A Pyrhhic Victory

| | Right | November 30, 2007

(Earlier in the day this guy called to make a reservation, even though we were totally booked. The manager decided to take it anyway. When he got to the restaurant, he proceeded to pick his own table though I had no idea he had.)

Me: “Okay sir, just follow me and I can bring you to your table.”

Customer: “But I’ve been waiting for this one.”

Me: “Well, sir, that table is still occupied however I do have an available table for you.”

Customer: “NO! I don’t want that table. I’ve been waiting for this table for 20 minutes now! Why should I go sit at that table when I’ve been waiting for this one!”

Me: “Okay. But just so you know. It’s going to be another 20 minutes before they pay and get up, if they decide to get up after paying.

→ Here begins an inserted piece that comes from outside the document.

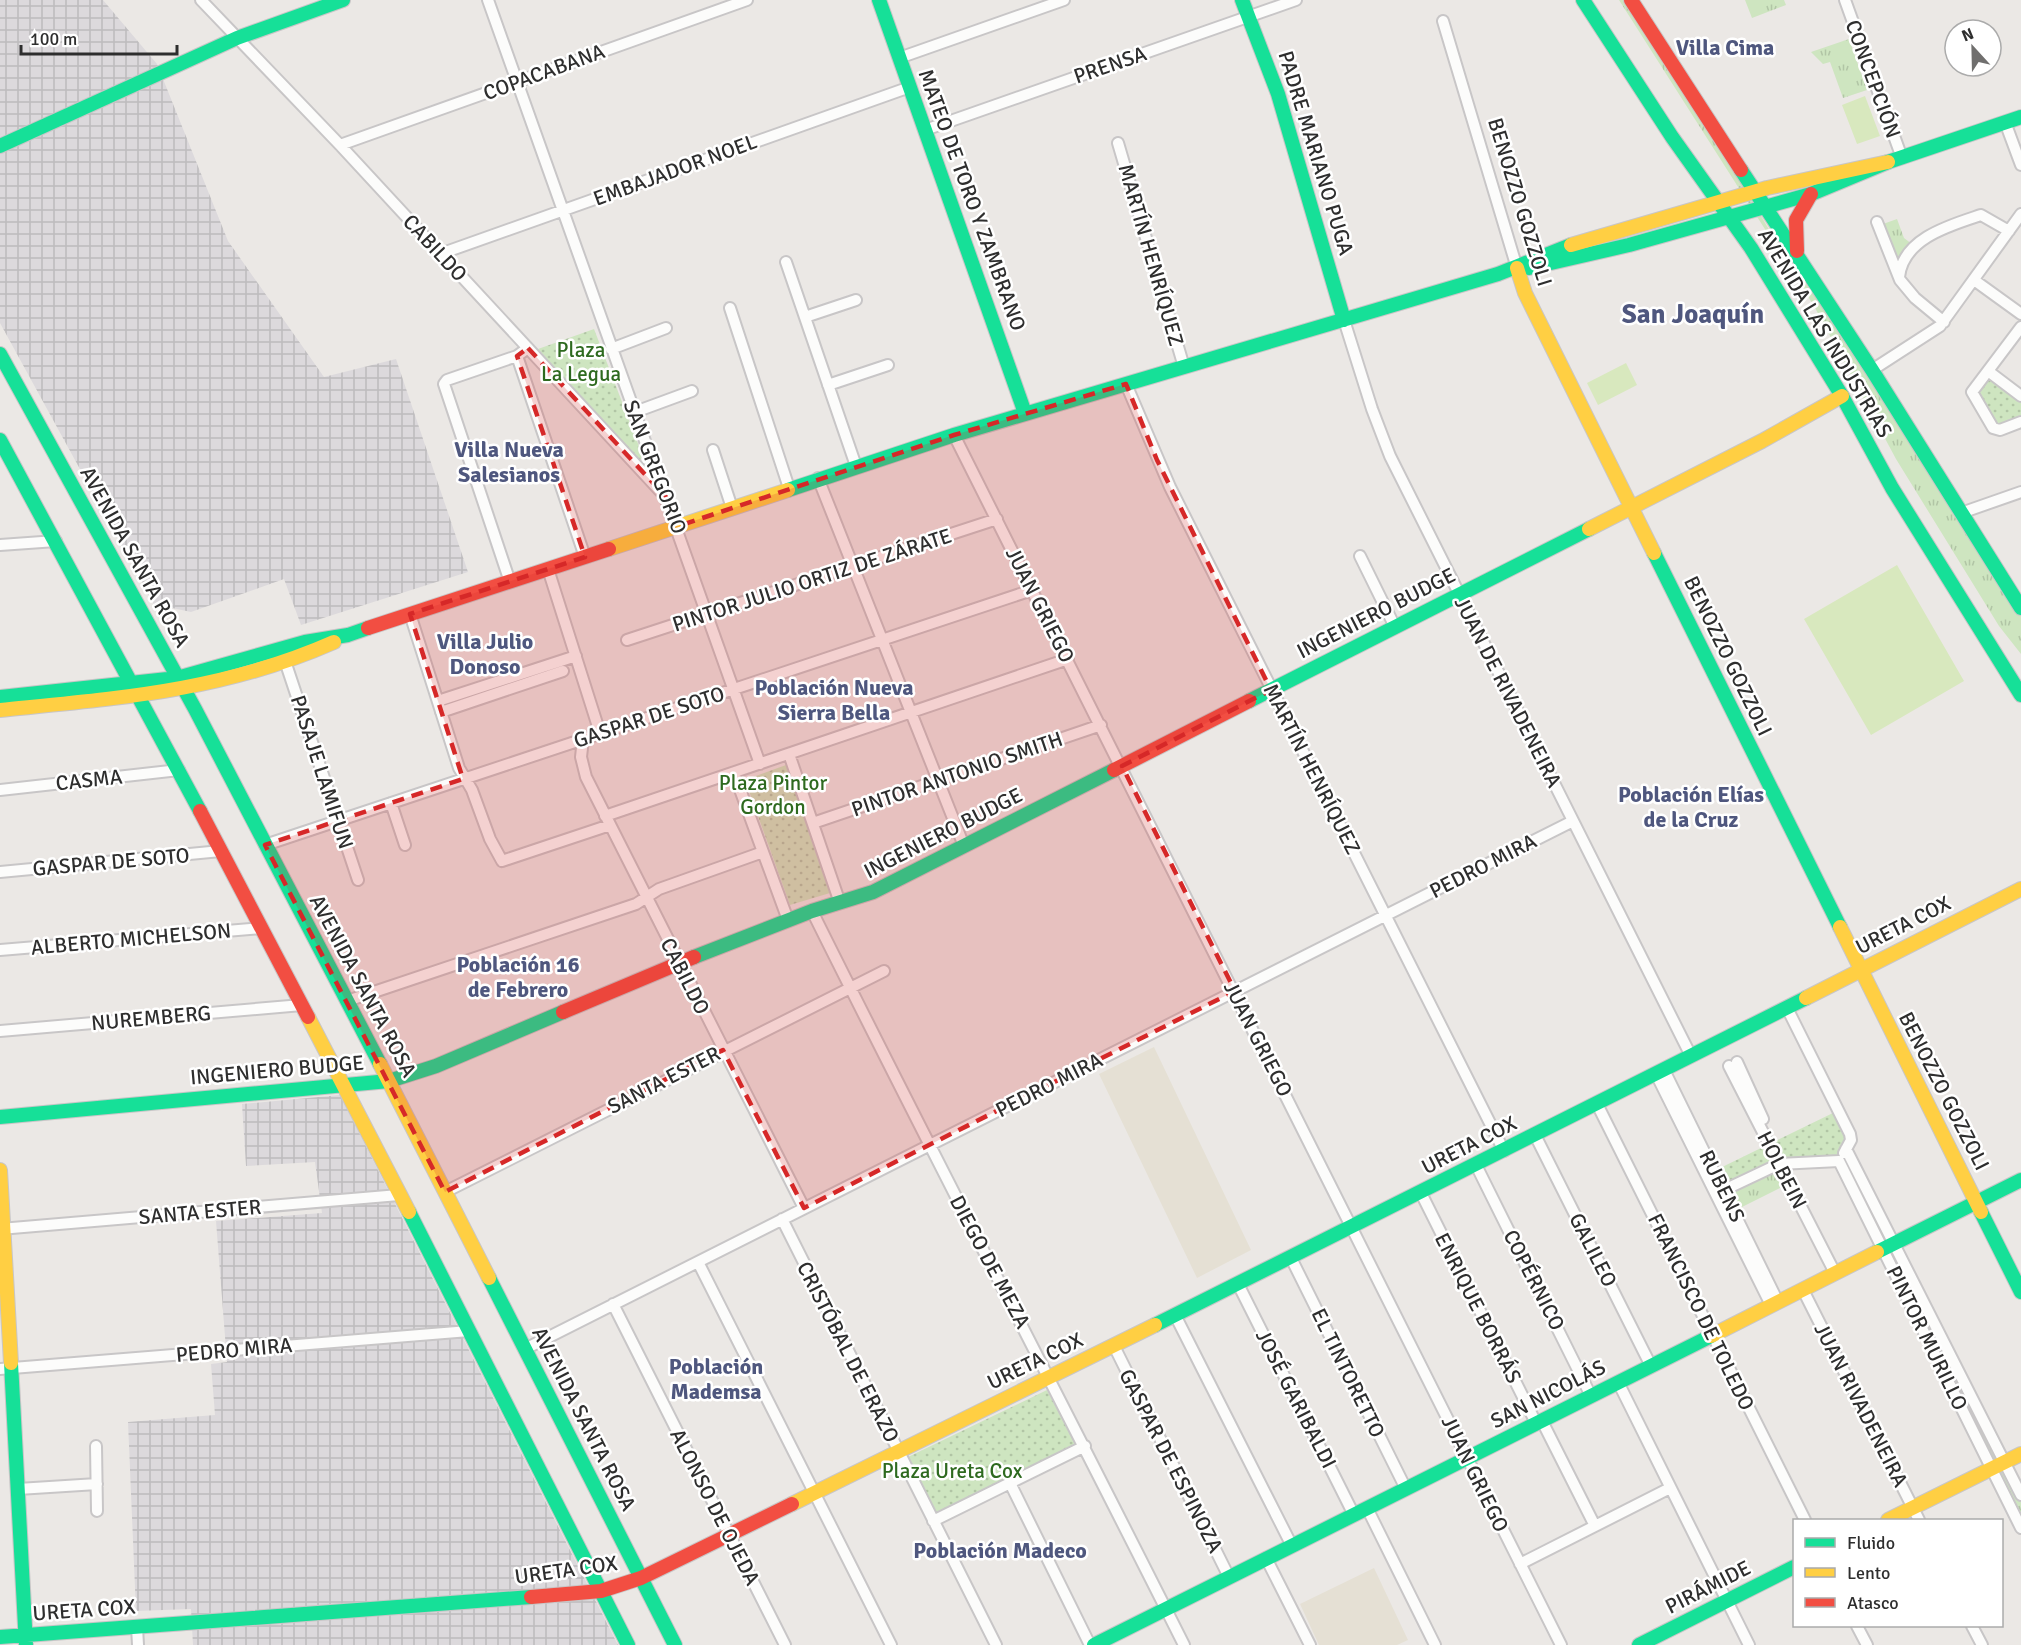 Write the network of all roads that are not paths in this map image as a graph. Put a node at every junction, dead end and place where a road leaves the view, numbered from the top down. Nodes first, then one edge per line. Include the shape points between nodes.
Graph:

Even then you’d still have to wait for a busser to clear it and another one to reset it and right now they are backed up.”

Customer: “I just don’t understand why I can’t have this table.”

Me, annoyed: “And I don’t understand why you won’t sit at an open table that we have waiting for you where you can sit down and start enjoying your meal now instead of waiting another 30 minutes for THAT table to be ready for you.”

Customer: “Attitude? Are you giving me attitude? I don’t think so buddy!”

Me: “Weelll…”

(At this point the other hostesses gave me a death look to shut up so I gave up. The customers at the table he was waiting for actually did decide to camp out for another hour. By that time we sat the table we were to give him. He ended up waiting an extra hour and a half to be seated.)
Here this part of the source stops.